═════ Task material

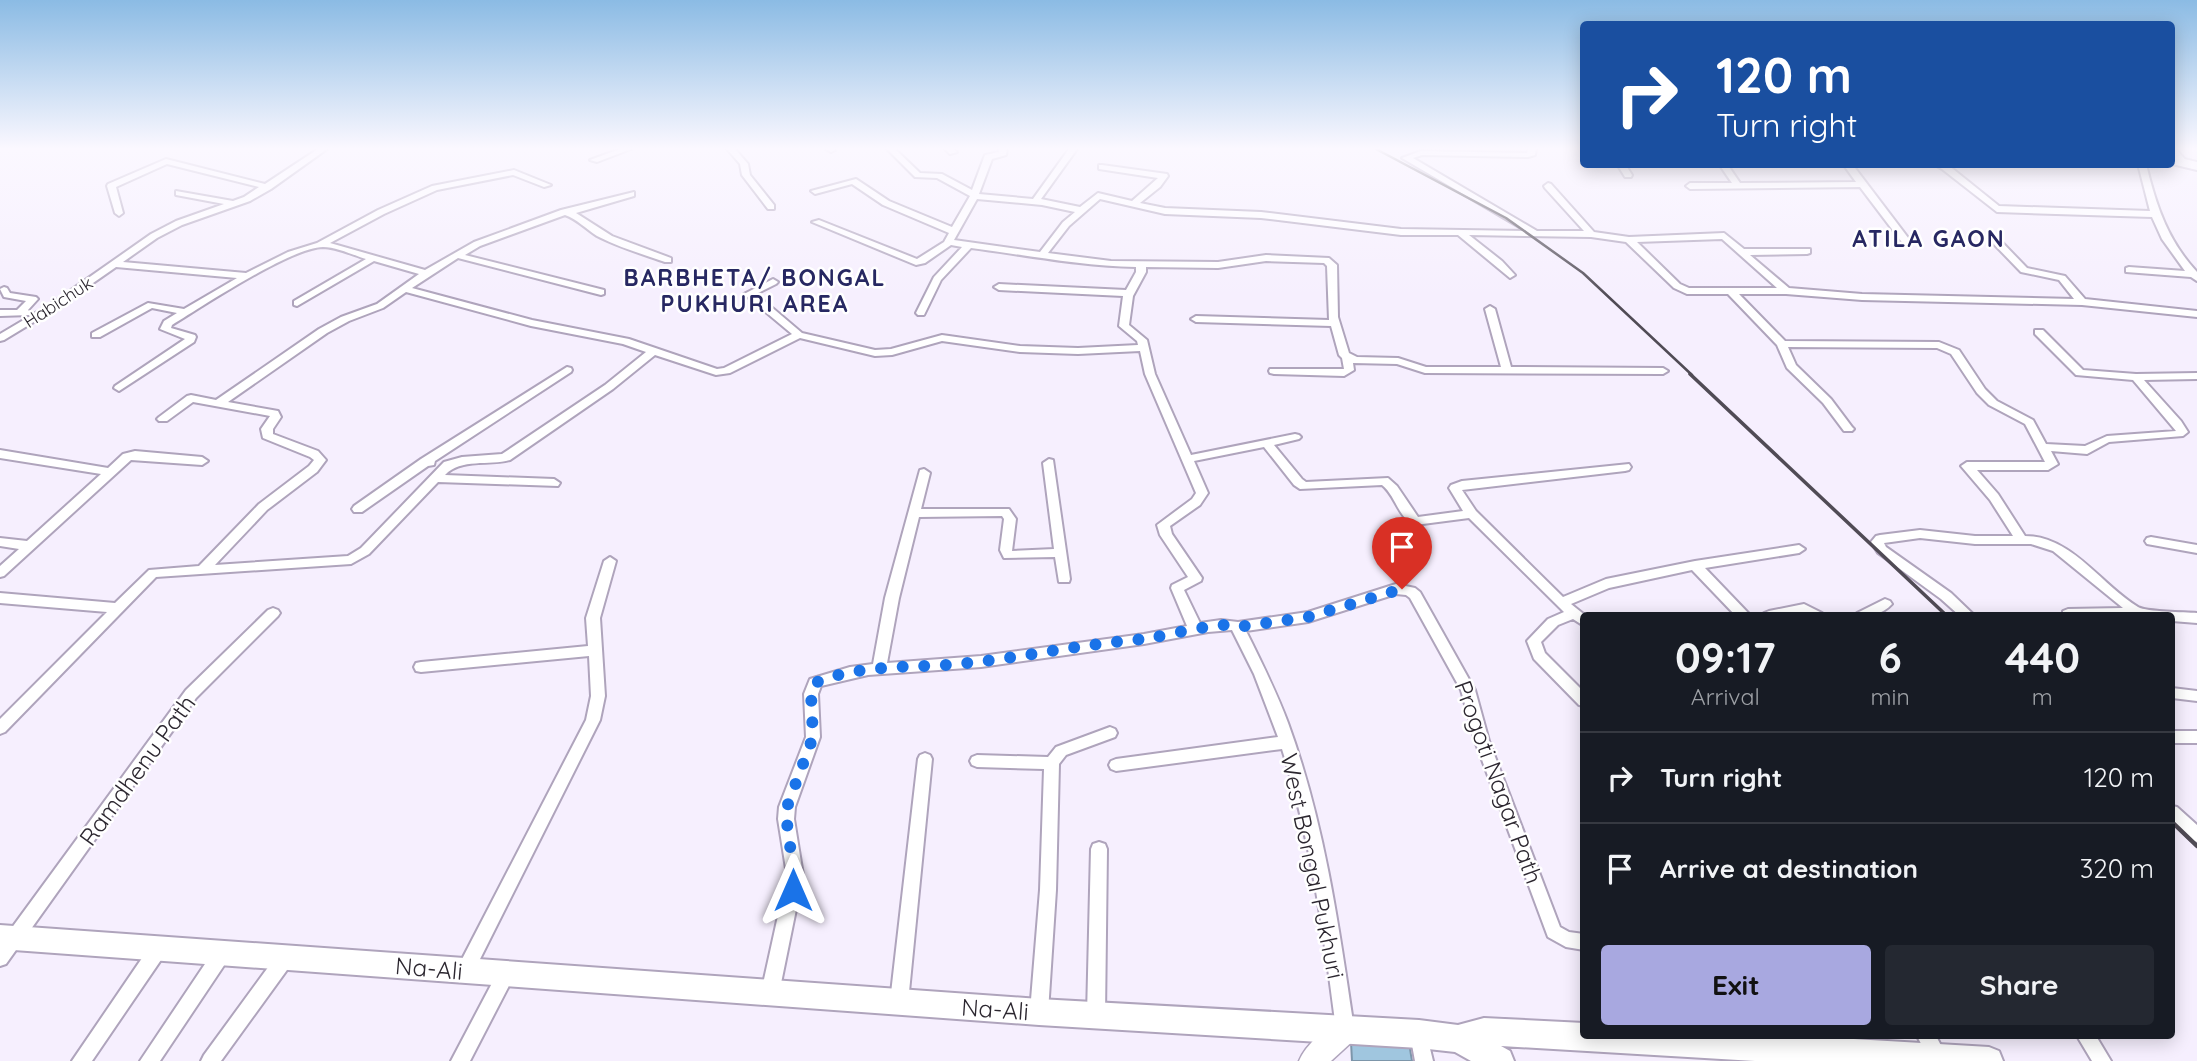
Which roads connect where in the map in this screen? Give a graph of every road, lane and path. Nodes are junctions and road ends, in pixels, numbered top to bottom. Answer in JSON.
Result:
{"nodes":[{"id":1,"x":115,"y":199,"type":"edge"},
{"id":2,"x":210,"y":199,"type":"edge"},
{"id":3,"x":246,"y":199,"type":"edge"},
{"id":4,"x":411,"y":199,"type":"edge"},
{"id":5,"x":615,"y":199,"type":"edge"},
{"id":6,"x":764,"y":199,"type":"edge"},
{"id":7,"x":881,"y":199,"type":"edge"},
{"id":8,"x":972,"y":199,"type":"edge"},
{"id":9,"x":1000,"y":199,"type":"edge"},
{"id":10,"x":1037,"y":199,"type":"edge"},
{"id":11,"x":1095,"y":199,"type":"edge"},
{"id":12,"x":1109,"y":199,"type":"edge"},
{"id":13,"x":1140,"y":199,"type":"edge"},
{"id":14,"x":1477,"y":199,"type":"edge"},
{"id":15,"x":1559,"y":199,"type":"edge"},
{"id":16,"x":1873,"y":199,"type":"edge"},
{"id":17,"x":1984,"y":199,"type":"edge"},
{"id":18,"x":2150,"y":199,"type":"edge"},
{"id":19,"x":1035,"y":202,"type":"junction"},
{"id":20,"x":236,"y":204,"type":"junction"},
{"id":21,"x":1133,"y":204,"type":"junction"},
{"id":22,"x":771,"y":207,"type":"dead end"},
{"id":23,"x":1080,"y":210,"type":"junction"},
{"id":24,"x":568,"y":212,"type":"junction"},
{"id":25,"x":119,"y":213,"type":"dead end"},
{"id":26,"x":2153,"y":214,"type":"junction"},
{"id":27,"x":816,"y":222,"type":"dead end"},
{"id":28,"x":953,"y":231,"type":"junction"},
{"id":29,"x":1460,"y":232,"type":"junction"},
{"id":30,"x":1537,"y":233,"type":"junction"},
{"id":31,"x":1591,"y":234,"type":"junction"},
{"id":32,"x":1994,"y":239,"type":"dead end"},
{"id":33,"x":1629,"y":240,"type":"junction"},
{"id":34,"x":949,"y":243,"type":"junction"},
{"id":35,"x":1907,"y":243,"type":"dead end"},
{"id":36,"x":321,"y":244,"type":"junction"},
{"id":37,"x":968,"y":246,"type":"junction"},
{"id":38,"x":1807,"y":251,"type":"dead end"},
{"id":39,"x":1744,"y":252,"type":"junction"},
{"id":40,"x":456,"y":254,"type":"junction"},
{"id":41,"x":1041,"y":256,"type":"junction"},
{"id":42,"x":373,"y":258,"type":"junction"},
{"id":43,"x":668,"y":260,"type":"dead end"},
{"id":44,"x":1140,"y":263,"type":"junction"},
{"id":45,"x":114,"y":264,"type":"junction"},
{"id":46,"x":2129,"y":270,"type":"dead end"},
{"id":47,"x":426,"y":273,"type":"junction"},
{"id":48,"x":1510,"y":275,"type":"dead end"},
{"id":49,"x":248,"y":276,"type":"junction"},
{"id":50,"x":2195,"y":276,"type":"edge"},
{"id":51,"x":773,"y":282,"type":"dead end"},
{"id":52,"x":999,"y":287,"type":"dead end"},
{"id":53,"x":406,"y":289,"type":"junction"},
{"id":54,"x":4,"y":290,"type":"dead end"},
{"id":55,"x":1731,"y":291,"type":"junction"},
{"id":56,"x":1786,"y":291,"type":"junction"},
{"id":57,"x":601,"y":292,"type":"dead end"},
{"id":58,"x":1130,"y":293,"type":"junction"},
{"id":59,"x":2082,"y":302,"type":"junction"},
{"id":60,"x":297,"y":303,"type":"dead end"},
{"id":61,"x":1490,"y":309,"type":"dead end"},
{"id":62,"x":21,"y":312,"type":"junction"},
{"id":63,"x":186,"y":312,"type":"junction"},
{"id":64,"x":0,"y":313,"type":"edge"},
{"id":65,"x":921,"y":313,"type":"dead end"},
{"id":66,"x":41,"y":314,"type":"junction"},
{"id":67,"x":2197,"y":314,"type":"edge"},
{"id":68,"x":1196,"y":319,"type":"dead end"},
{"id":69,"x":1334,"y":323,"type":"junction"},
{"id":70,"x":2039,"y":331,"type":"dead end"},
{"id":71,"x":96,"y":335,"type":"dead end"},
{"id":72,"x":799,"y":335,"type":"junction"},
{"id":73,"x":0,"y":338,"type":"edge"},
{"id":74,"x":1782,"y":344,"type":"junction"},
{"id":75,"x":1144,"y":348,"type":"junction"},
{"id":76,"x":653,"y":351,"type":"junction"},
{"id":77,"x":1347,"y":358,"type":"junction"},
{"id":78,"x":567,"y":370,"type":"dead end"},
{"id":79,"x":1274,"y":371,"type":"dead end"},
{"id":80,"x":1507,"y":371,"type":"junction"},
{"id":81,"x":1663,"y":372,"type":"dead end"},
{"id":82,"x":2197,"y":376,"type":"edge"},
{"id":83,"x":2136,"y":377,"type":"junction"},
{"id":84,"x":119,"y":388,"type":"dead end"},
{"id":85,"x":219,"y":404,"type":"junction"},
{"id":86,"x":163,"y":419,"type":"dead end"},
{"id":87,"x":1848,"y":429,"type":"dead end"},
{"id":88,"x":1295,"y":437,"type":"dead end"},
{"id":89,"x":1267,"y":443,"type":"junction"},
{"id":90,"x":2045,"y":447,"type":"junction"},
{"id":91,"x":0,"y":454,"type":"edge"},
{"id":92,"x":1188,"y":460,"type":"junction"},
{"id":93,"x":202,"y":461,"type":"dead end"},
{"id":94,"x":425,"y":461,"type":"junction"},
{"id":95,"x":1049,"y":463,"type":"dead end"},
{"id":96,"x":448,"y":465,"type":"junction"},
{"id":97,"x":1625,"y":467,"type":"dead end"},
{"id":98,"x":110,"y":472,"type":"junction"},
{"id":99,"x":925,"y":473,"type":"dead end"},
{"id":100,"x":436,"y":478,"type":"junction"},
{"id":101,"x":554,"y":483,"type":"dead end"},
{"id":102,"x":358,"y":509,"type":"dead end"},
{"id":103,"x":915,"y":513,"type":"junction"},
{"id":104,"x":1471,"y":514,"type":"junction"},
{"id":105,"x":2021,"y":539,"type":"junction"},
{"id":106,"x":2151,"y":541,"type":"dead end"},
{"id":107,"x":0,"y":542,"type":"edge"},
{"id":108,"x":30,"y":546,"type":"junction"},
{"id":109,"x":1799,"y":549,"type":"dead end"},
{"id":110,"x":2197,"y":549,"type":"edge"},
{"id":111,"x":1060,"y":553,"type":"junction"},
{"id":112,"x":610,"y":561,"type":"dead end"},
{"id":113,"x":1695,"y":565,"type":"junction"},
{"id":114,"x":202,"y":570,"type":"junction"},
{"id":115,"x":0,"y":573,"type":"edge"},
{"id":116,"x":1064,"y":579,"type":"dead end"},
{"id":117,"x":0,"y":598,"type":"edge"},
{"id":118,"x":1561,"y":603,"type":"junction"},
{"id":119,"x":1885,"y":604,"type":"dead end"},
{"id":120,"x":115,"y":608,"type":"junction"},
{"id":121,"x":1740,"y":612,"type":"edge"},
{"id":122,"x":1789,"y":612,"type":"edge"},
{"id":123,"x":1810,"y":612,"type":"edge"},
{"id":124,"x":1870,"y":612,"type":"edge"},
{"id":125,"x":1964,"y":612,"type":"edge"},
{"id":126,"x":2136,"y":612,"type":"edge"},
{"id":127,"x":273,"y":613,"type":"dead end"},
{"id":128,"x":2175,"y":616,"type":"edge"},
{"id":129,"x":1578,"y":617,"type":"edge"},
{"id":130,"x":2197,"y":618,"type":"edge"},
{"id":131,"x":1238,"y":627,"type":"junction"},
{"id":132,"x":1196,"y":630,"type":"junction"},
{"id":133,"x":595,"y":650,"type":"junction"},
{"id":134,"x":421,"y":667,"type":"dead end"},
{"id":135,"x":879,"y":669,"type":"junction"},
{"id":136,"x":2175,"y":693,"type":"edge"},
{"id":137,"x":2197,"y":696,"type":"edge"},
{"id":138,"x":1580,"y":697,"type":"edge"},
{"id":139,"x":0,"y":727,"type":"edge"},
{"id":140,"x":1110,"y":733,"type":"dead end"},
{"id":141,"x":2175,"y":737,"type":"edge"},
{"id":142,"x":2197,"y":737,"type":"edge"},
{"id":143,"x":1287,"y":742,"type":"junction"},
{"id":144,"x":925,"y":759,"type":"dead end"},
{"id":145,"x":977,"y":761,"type":"dead end"},
{"id":146,"x":1052,"y":763,"type":"junction"},
{"id":147,"x":1116,"y":765,"type":"dead end"},
{"id":148,"x":2175,"y":814,"type":"edge"},
{"id":149,"x":2197,"y":835,"type":"edge"},
{"id":150,"x":1098,"y":849,"type":"dead end"},
{"id":151,"x":1580,"y":941,"type":"edge"},
{"id":152,"x":5,"y":944,"type":"edge"},
{"id":153,"x":160,"y":948,"type":"junction"},
{"id":154,"x":224,"y":952,"type":"junction"},
{"id":155,"x":286,"y":956,"type":"junction"},
{"id":156,"x":465,"y":971,"type":"junction"},
{"id":157,"x":506,"y":974,"type":"junction"},
{"id":158,"x":770,"y":993,"type":"junction"},
{"id":159,"x":899,"y":1002,"type":"junction"},
{"id":160,"x":1038,"y":1012,"type":"junction"},
{"id":161,"x":1096,"y":1015,"type":"junction"},
{"id":162,"x":1345,"y":1031,"type":"junction"},
{"id":163,"x":1419,"y":1034,"type":"junction"},
{"id":164,"x":1580,"y":1036,"type":"edge"},
{"id":165,"x":1458,"y":1039,"type":"junction"},
{"id":166,"x":1642,"y":1039,"type":"edge"},
{"id":167,"x":2088,"y":1039,"type":"edge"},
{"id":168,"x":1847,"y":1044,"type":"edge"},
{"id":169,"x":1932,"y":1046,"type":"edge"},
{"id":170,"x":1790,"y":1049,"type":"edge"},
{"id":171,"x":1496,"y":1052,"type":"edge"},
{"id":172,"x":80,"y":1061,"type":"edge"},
{"id":173,"x":149,"y":1061,"type":"edge"},
{"id":174,"x":210,"y":1061,"type":"edge"},
{"id":175,"x":460,"y":1061,"type":"edge"},
{"id":176,"x":1312,"y":1061,"type":"edge"},
{"id":177,"x":1424,"y":1061,"type":"edge"},
{"id":178,"x":1989,"y":1061,"type":"edge"},
{"id":179,"x":2102,"y":1061,"type":"edge"}],
"edges":[{"from":1,"to":25,"type":"street"},
{"from":2,"to":20,"type":"street"},
{"from":3,"to":20,"type":"street","name":"Habichuk"},
{"from":4,"to":36,"type":"street"},
{"from":5,"to":24,"type":"street"},
{"from":6,"to":22,"type":"street"},
{"from":7,"to":28,"type":"street"},
{"from":8,"to":28,"type":"street"},
{"from":9,"to":19,"type":"street"},
{"from":10,"to":19,"type":"street"},
{"from":11,"to":23,"type":"street"},
{"from":12,"to":21,"type":"street"},
{"from":13,"to":21,"type":"street"},
{"from":14,"to":30,"type":"street"},
{"from":15,"to":31,"type":"street"},
{"from":16,"to":35,"type":"street"},
{"from":17,"to":26,"type":"street"},
{"from":18,"to":26,"type":"street"},
{"from":19,"to":23,"type":"street"},
{"from":20,"to":45,"type":"street","name":"Habichuk"},
{"from":21,"to":29,"type":"street"},
{"from":23,"to":41,"type":"street"},
{"from":24,"to":40,"type":"street"},
{"from":24,"to":43,"type":"street"},
{"from":26,"to":50,"type":"street"},
{"from":27,"to":34,"type":"street"},
{"from":28,"to":34,"type":"street"},
{"from":29,"to":30,"type":"street"},
{"from":29,"to":48,"type":"street"},
{"from":30,"to":31,"type":"street"},
{"from":31,"to":33,"type":"street"},
{"from":32,"to":59,"type":"street"},
{"from":33,"to":39,"type":"street"},
{"from":33,"to":55,"type":"street"},
{"from":34,"to":37,"type":"street"},
{"from":36,"to":42,"type":"street"},
{"from":36,"to":49,"type":"street"},
{"from":37,"to":41,"type":"street"},
{"from":37,"to":65,"type":"street"},
{"from":38,"to":39,"type":"street"},
{"from":39,"to":56,"type":"street"},
{"from":40,"to":47,"type":"street"},
{"from":40,"to":57,"type":"street"},
{"from":41,"to":44,"type":"street"},
{"from":42,"to":47,"type":"street"},
{"from":42,"to":60,"type":"street"},
{"from":44,"to":58,"type":"street"},
{"from":44,"to":69,"type":"street"},
{"from":45,"to":49,"type":"street"},
{"from":45,"to":66,"type":"street","name":"Habichuk"},
{"from":46,"to":50,"type":"street"},
{"from":47,"to":53,"type":"street"},
{"from":49,"to":63,"type":"street"},
{"from":51,"to":72,"type":"street"},
{"from":52,"to":58,"type":"street"},
{"from":53,"to":76,"type":"street"},
{"from":53,"to":85,"type":"street"},
{"from":54,"to":62,"type":"street"},
{"from":55,"to":56,"type":"street"},
{"from":55,"to":74,"type":"street"},
{"from":56,"to":59,"type":"street"},
{"from":58,"to":75,"type":"street"},
{"from":59,"to":67,"type":"street"},
{"from":61,"to":80,"type":"street"},
{"from":62,"to":64,"type":"street"},
{"from":62,"to":66,"type":"street"},
{"from":63,"to":71,"type":"street"},
{"from":63,"to":84,"type":"street"},
{"from":66,"to":73,"type":"street","name":"Habichuk"},
{"from":68,"to":69,"type":"street"},
{"from":69,"to":77,"type":"street"},
{"from":70,"to":83,"type":"street"},
{"from":72,"to":75,"type":"street"},
{"from":72,"to":76,"type":"street"},
{"from":74,"to":87,"type":"street"},
{"from":74,"to":90,"type":"street"},
{"from":75,"to":92,"type":"street"},
{"from":76,"to":96,"type":"street"},
{"from":77,"to":79,"type":"street"},
{"from":77,"to":80,"type":"street"},
{"from":78,"to":94,"type":"street"},
{"from":80,"to":81,"type":"street"},
{"from":82,"to":83,"type":"street"},
{"from":83,"to":90,"type":"street"},
{"from":85,"to":86,"type":"street"},
{"from":85,"to":114,"type":"street"},
{"from":88,"to":89,"type":"street"},
{"from":89,"to":92,"type":"street"},
{"from":89,"to":104,"type":"street"},
{"from":90,"to":105,"type":"street"},
{"from":91,"to":98,"type":"street"},
{"from":92,"to":132,"type":"street"},
{"from":93,"to":98,"type":"street"},
{"from":94,"to":96,"type":"street"},
{"from":94,"to":102,"type":"street"},
{"from":95,"to":111,"type":"street"},
{"from":96,"to":100,"type":"street"},
{"from":97,"to":104,"type":"street"},
{"from":98,"to":108,"type":"street"},
{"from":99,"to":103,"type":"street"},
{"from":100,"to":101,"type":"street"},
{"from":100,"to":114,"type":"street"},
{"from":103,"to":111,"type":"street"},
{"from":103,"to":135,"type":"street"},
{"from":104,"to":118,"type":"street"},
{"from":105,"to":125,"type":"street"},
{"from":105,"to":126,"type":"street"},
{"from":106,"to":110,"type":"street"},
{"from":107,"to":108,"type":"street"},
{"from":108,"to":115,"type":"street"},
{"from":109,"to":113,"type":"street"},
{"from":111,"to":116,"type":"street"},
{"from":112,"to":133,"type":"street"},
{"from":113,"to":118,"type":"street"},
{"from":113,"to":121,"type":"street"},
{"from":114,"to":120,"type":"street"},
{"from":117,"to":120,"type":"street"},
{"from":118,"to":129,"type":"street"},
{"from":119,"to":124,"type":"street"},
{"from":120,"to":139,"type":"street"},
{"from":122,"to":123,"type":"street"},
{"from":127,"to":152,"type":"street","name":"Ramdhenu Path"},
{"from":128,"to":130,"type":"street"},
{"from":129,"to":138,"type":"street"},
{"from":131,"to":132,"type":"street"},
{"from":131,"to":143,"type":"street","name":"West Bongal Pukhuri"},
{"from":131,"to":151,"type":"street","name":"Progoti Nagar Path"},
{"from":132,"to":135,"type":"street"},
{"from":133,"to":134,"type":"street"},
{"from":133,"to":156,"type":"street"},
{"from":135,"to":158,"type":"street"},
{"from":136,"to":137,"type":"street"},
{"from":140,"to":146,"type":"street"},
{"from":141,"to":142,"type":"street"},
{"from":143,"to":147,"type":"street"},
{"from":143,"to":162,"type":"street","name":"West Bongal Pukhuri"},
{"from":144,"to":159,"type":"street"},
{"from":145,"to":146,"type":"street"},
{"from":146,"to":160,"type":"street"},
{"from":148,"to":149,"type":"street"},
{"from":150,"to":161,"type":"street"},
{"from":152,"to":153,"type":"main road","name":"Na-Ali"},
{"from":153,"to":154,"type":"main road","name":"Na-Ali"},
{"from":153,"to":172,"type":"street"},
{"from":154,"to":155,"type":"main road","name":"Na-Ali"},
{"from":154,"to":173,"type":"street"},
{"from":155,"to":156,"type":"main road","name":"Na-Ali"},
{"from":155,"to":174,"type":"street"},
{"from":156,"to":157,"type":"main road","name":"Na-Ali"},
{"from":157,"to":158,"type":"main road","name":"Na-Ali"},
{"from":157,"to":175,"type":"street"},
{"from":158,"to":159,"type":"main road","name":"Na-Ali"},
{"from":159,"to":160,"type":"main road","name":"Na-Ali"},
{"from":160,"to":161,"type":"main road","name":"Na-Ali"},
{"from":161,"to":162,"type":"main road","name":"Na-Ali"},
{"from":162,"to":163,"type":"main road","name":"Na-Ali"},
{"from":162,"to":176,"type":"street"},
{"from":163,"to":165,"type":"main road","name":"Na-Ali"},
{"from":163,"to":177,"type":"street"},
{"from":164,"to":165,"type":"main road","name":"Na-Ali"},
{"from":165,"to":171,"type":"main road"},
{"from":166,"to":170,"type":"main road","name":"Na-Ali"},
{"from":167,"to":179,"type":"street"},
{"from":168,"to":169,"type":"main road","name":"Na-Ali"},
{"from":168,"to":170,"type":"main road","name":"Na-Ali"},
{"from":169,"to":178,"type":"main road","name":"Na-Ali"},
{"from":170,"to":171,"type":"main road"}]}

══════════

A complete answer lists every line of the listing above that holds the word "Pukhuri".

■ **Response to this task**
{"from":131,"to":143,"type":"street","name":"West Bongal Pukhuri"},
{"from":143,"to":162,"type":"street","name":"West Bongal Pukhuri"},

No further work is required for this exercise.